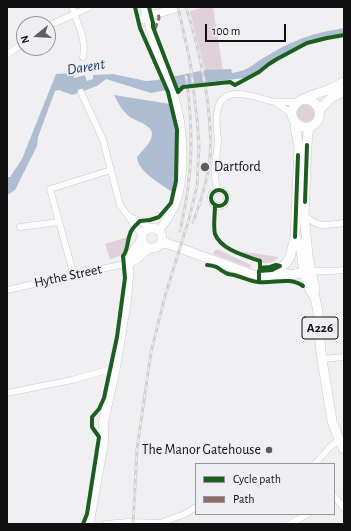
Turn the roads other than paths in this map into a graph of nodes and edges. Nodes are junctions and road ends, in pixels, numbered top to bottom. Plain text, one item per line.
1 (72, 7) edge
2 (88, 7) edge
3 (138, 7) edge
4 (144, 7) edge
5 (180, 7) edge
6 (74, 14) junction
7 (145, 18) junction
8 (56, 22) edge
9 (16, 48) edge
10 (7, 55) edge
11 (83, 57) dead end
12 (344, 82) edge
13 (344, 91) edge
14 (81, 92) dead end
15 (300, 101) junction
16 (275, 102) junction
17 (319, 110) junction
18 (292, 114) junction
19 (295, 123) junction
20 (310, 127) junction
21 (111, 170) junction
22 (217, 190) dead end
23 (127, 215) junction
24 (304, 215) junction
25 (59, 222) junction
26 (344, 223) edge
27 (20, 227) dead end
28 (154, 229) junction
29 (142, 237) junction
30 (295, 238) junction
31 (160, 244) junction
32 (150, 248) junction
33 (132, 264) junction
34 (306, 270) junction
35 (344, 270) edge
36 (276, 275) junction
37 (74, 276) junction
38 (7, 290) edge
39 (315, 297) junction
40 (344, 357) edge
41 (322, 359) junction
42 (115, 370) junction
43 (7, 393) edge
44 (339, 440) junction
45 (344, 449) edge
46 (317, 463) edge
47 (335, 497) edge
48 (195, 508) edge
49 (344, 508) edge
50 (306, 515) edge
51 (89, 524) edge
52 (106, 524) edge
53 (289, 524) edge

1 - 6 street
2 - 6 street
3 - 7 street
4 - 7 street
5 - 7 street
6 - 8 street
6 - 11 street
7 - 28 street
9 - 10 street
12 - 15 main road
13 - 17 main road
14 - 21 street
15 - 16 street
15 - 17 main road
15 - 18 main road
16 - 18 street
16 - 22 street
17 - 20 main road
18 - 19 main road
19 - 20 main road
19 - 30 main road, A226
20 - 24 main road, A226
21 - 23 street
21 - 25 street
23 - 28 street
23 - 29 street
24 - 26 street
24 - 34 main road, A226
25 - 27 street
25 - 37 street
28 - 29 main road
28 - 31 main road
29 - 32 main road
29 - 33 main road
30 - 34 main road, A226
30 - 36 main road
31 - 32 main road
31 - 36 main road
32 - 33 main road
33 - 37 street, Hythe Street
33 - 42 main road
34 - 35 street
34 - 36 main road
34 - 39 main road, A226
34 - 39 main road, A226
37 - 38 street, Hythe Street
39 - 41 main road, A226
40 - 41 street
41 - 44 main road, A226
42 - 43 street
42 - 51 main road
44 - 45 main road, A226
44 - 46 street
47 - 49 street
48 - 52 street
50 - 53 street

****************

Task instructions
Go through the data above and copy each line that holds the word "Hythe".

Result below
33 - 37 street, Hythe Street
37 - 38 street, Hythe Street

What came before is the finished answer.